## Assigned task
Scan the data below and copy each line where "Renfrew" occurs.

(Collected data)
----

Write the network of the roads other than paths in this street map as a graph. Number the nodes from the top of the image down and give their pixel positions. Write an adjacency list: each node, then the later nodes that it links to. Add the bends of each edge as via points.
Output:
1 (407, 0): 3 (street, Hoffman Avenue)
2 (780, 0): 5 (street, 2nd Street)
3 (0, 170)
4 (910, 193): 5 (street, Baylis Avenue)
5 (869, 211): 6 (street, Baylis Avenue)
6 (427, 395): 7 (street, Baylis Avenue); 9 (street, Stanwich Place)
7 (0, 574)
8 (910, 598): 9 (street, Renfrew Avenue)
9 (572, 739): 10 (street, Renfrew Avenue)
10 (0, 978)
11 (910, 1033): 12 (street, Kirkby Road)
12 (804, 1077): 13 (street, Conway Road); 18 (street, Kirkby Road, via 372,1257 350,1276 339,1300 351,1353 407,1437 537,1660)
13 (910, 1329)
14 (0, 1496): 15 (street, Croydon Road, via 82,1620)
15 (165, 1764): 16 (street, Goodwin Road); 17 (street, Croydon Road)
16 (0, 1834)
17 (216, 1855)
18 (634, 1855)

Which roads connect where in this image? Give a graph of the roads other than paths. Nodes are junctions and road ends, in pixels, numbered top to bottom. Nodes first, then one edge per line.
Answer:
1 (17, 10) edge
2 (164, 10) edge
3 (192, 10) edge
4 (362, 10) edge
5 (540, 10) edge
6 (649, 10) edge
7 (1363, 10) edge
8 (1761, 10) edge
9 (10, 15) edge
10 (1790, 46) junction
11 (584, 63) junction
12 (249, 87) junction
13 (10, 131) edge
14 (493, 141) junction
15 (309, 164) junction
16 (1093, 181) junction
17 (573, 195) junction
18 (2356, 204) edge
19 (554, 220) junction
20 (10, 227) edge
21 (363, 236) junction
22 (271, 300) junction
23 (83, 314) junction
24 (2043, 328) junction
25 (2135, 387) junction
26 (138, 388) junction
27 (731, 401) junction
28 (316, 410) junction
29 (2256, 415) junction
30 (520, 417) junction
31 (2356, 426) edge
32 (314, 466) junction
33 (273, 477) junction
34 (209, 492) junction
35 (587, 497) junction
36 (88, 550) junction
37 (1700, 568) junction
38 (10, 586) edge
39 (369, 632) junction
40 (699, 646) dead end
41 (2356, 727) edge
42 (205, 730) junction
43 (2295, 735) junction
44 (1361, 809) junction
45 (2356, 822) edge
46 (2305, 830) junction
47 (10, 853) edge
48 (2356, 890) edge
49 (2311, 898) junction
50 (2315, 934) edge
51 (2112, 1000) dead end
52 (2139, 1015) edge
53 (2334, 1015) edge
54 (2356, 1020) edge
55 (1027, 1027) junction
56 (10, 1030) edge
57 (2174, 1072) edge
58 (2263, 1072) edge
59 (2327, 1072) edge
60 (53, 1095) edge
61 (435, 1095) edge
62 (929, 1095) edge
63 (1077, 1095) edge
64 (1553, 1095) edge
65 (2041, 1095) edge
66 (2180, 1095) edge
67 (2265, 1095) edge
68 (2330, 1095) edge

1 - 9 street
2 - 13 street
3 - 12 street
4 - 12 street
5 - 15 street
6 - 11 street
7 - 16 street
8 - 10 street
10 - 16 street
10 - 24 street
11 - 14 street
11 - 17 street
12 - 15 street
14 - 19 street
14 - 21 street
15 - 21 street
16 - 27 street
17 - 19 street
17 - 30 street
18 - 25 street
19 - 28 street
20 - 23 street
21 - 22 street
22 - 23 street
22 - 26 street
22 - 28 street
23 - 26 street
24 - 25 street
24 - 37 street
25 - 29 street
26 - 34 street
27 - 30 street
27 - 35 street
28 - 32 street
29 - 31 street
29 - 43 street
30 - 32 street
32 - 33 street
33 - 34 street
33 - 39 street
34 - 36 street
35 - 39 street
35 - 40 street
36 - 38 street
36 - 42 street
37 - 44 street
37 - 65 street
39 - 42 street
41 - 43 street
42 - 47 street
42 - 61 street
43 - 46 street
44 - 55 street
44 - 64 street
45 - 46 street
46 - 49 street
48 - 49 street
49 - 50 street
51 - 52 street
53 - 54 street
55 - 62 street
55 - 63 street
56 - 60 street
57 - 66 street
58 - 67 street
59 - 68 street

----

## Answer to the problem
8 (910, 598): 9 (street, Renfrew Avenue)
9 (572, 739): 10 (street, Renfrew Avenue)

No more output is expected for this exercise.